Methods: To conduct the analyses in this study, I used area-weighting techniques to construct a unique dataset of 260 urban and suburban communities—with estimates of homelessness from HUD’s Point-in-Time count (2016-2020), housing, economic, and demographic characteristics from the American Community Survey (2015-2019), and a multidimensional measure of structural racism that draws on data from multiple domains of Black to White disparities (Siegel et al., 2022). I use R to generate descriptive statistics at the community-level and conduct linear regression (with logged dependent variables and robust standard errors clustered at the state level) to examine the associations between of community-level characteristics and community-level homelessness disparities.

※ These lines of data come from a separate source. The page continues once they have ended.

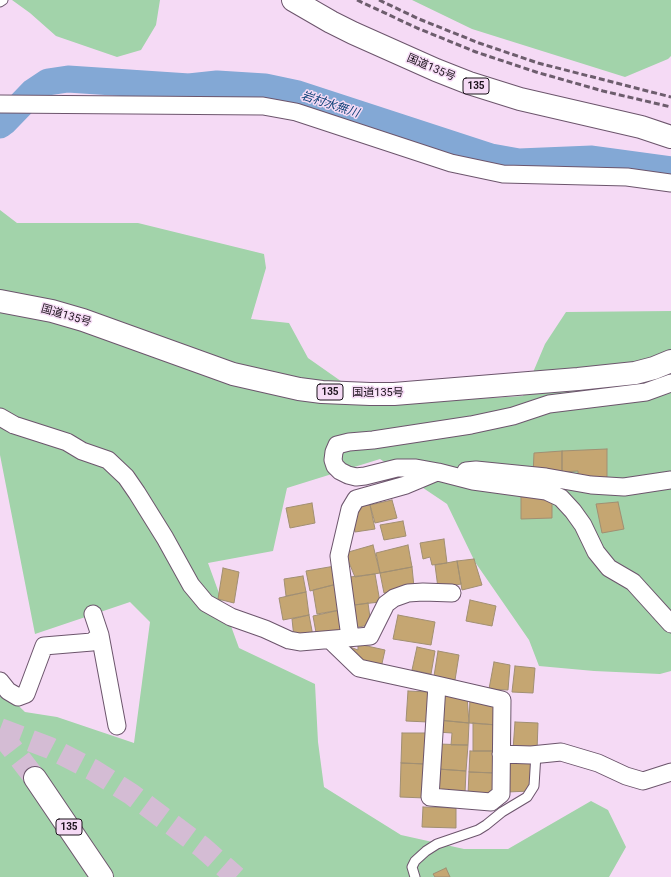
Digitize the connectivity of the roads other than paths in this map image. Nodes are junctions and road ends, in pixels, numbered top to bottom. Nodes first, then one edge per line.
1 (3, 0) edge
2 (293, 0) edge
3 (0, 2) edge
4 (3, 104) edge
5 (671, 137) edge
6 (671, 183) edge
7 (0, 301) edge
8 (671, 361) edge
9 (671, 383) edge
10 (0, 417) edge
11 (438, 472) junction
12 (671, 480) edge
13 (452, 593) dead end
14 (93, 614) dead end
15 (671, 624) edge
16 (100, 636) junction
17 (350, 638) junction
18 (330, 640) junction
19 (0, 681) edge
20 (437, 685) junction
21 (117, 726) dead end
22 (501, 754) junction
23 (536, 754) junction
24 (671, 772) edge
25 (35, 778) tunnel mouth
26 (102, 877) edge
27 (414, 877) edge

1 - 3 lane
2 - 5 highway, 国道135号 / 135
4 - 6 street
7 - 8 highway, 国道135号 / 135
9 - 11 street
10 - 18 street
11 - 12 street
11 - 15 street
11 - 17 street
13 - 17 street
14 - 16 street
16 - 19 street
16 - 21 street
17 - 18 street
18 - 20 street
20 - 22 street
20 - 22 street
22 - 23 street
23 - 24 street
23 - 27 lane
25 - 26 highway, 135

Results: For all total homelessness, Black rates are 5 times higher than White rates, and the family disparity is nearly 11. Northeast and Midwest areas have the highest Black to White disparities in homelessness. Black to White disparities in homelessness are positively associated with a measure of structural racism that accounts for housing, economic, education, and criminal justice inequities as well as latent interactions between these domains (the structural racism factor score on its own explains one third of the variance in disparities). In multivariate models adjusting for covariates, disparities in homelessness were also uniquely associated with Black to White inequities in criminal justice (the ratio of the percent of Black people in jail/detention to the percent of White people in jail/detention), housing (renter share ratio), and economic disparity (poverty rate ratio). In models using standardized z-score coefficients, the strongest predictor was the jailing disparity.
Conclusions and Implications: I discuss the findings in the context of racial discrimination across multiple systems and argue that efforts to address homelessness will fall short without attention to redressing structural racism. In the presentation, I will discuss how I have engaged with practice and policy networks to share my findings and inform policy.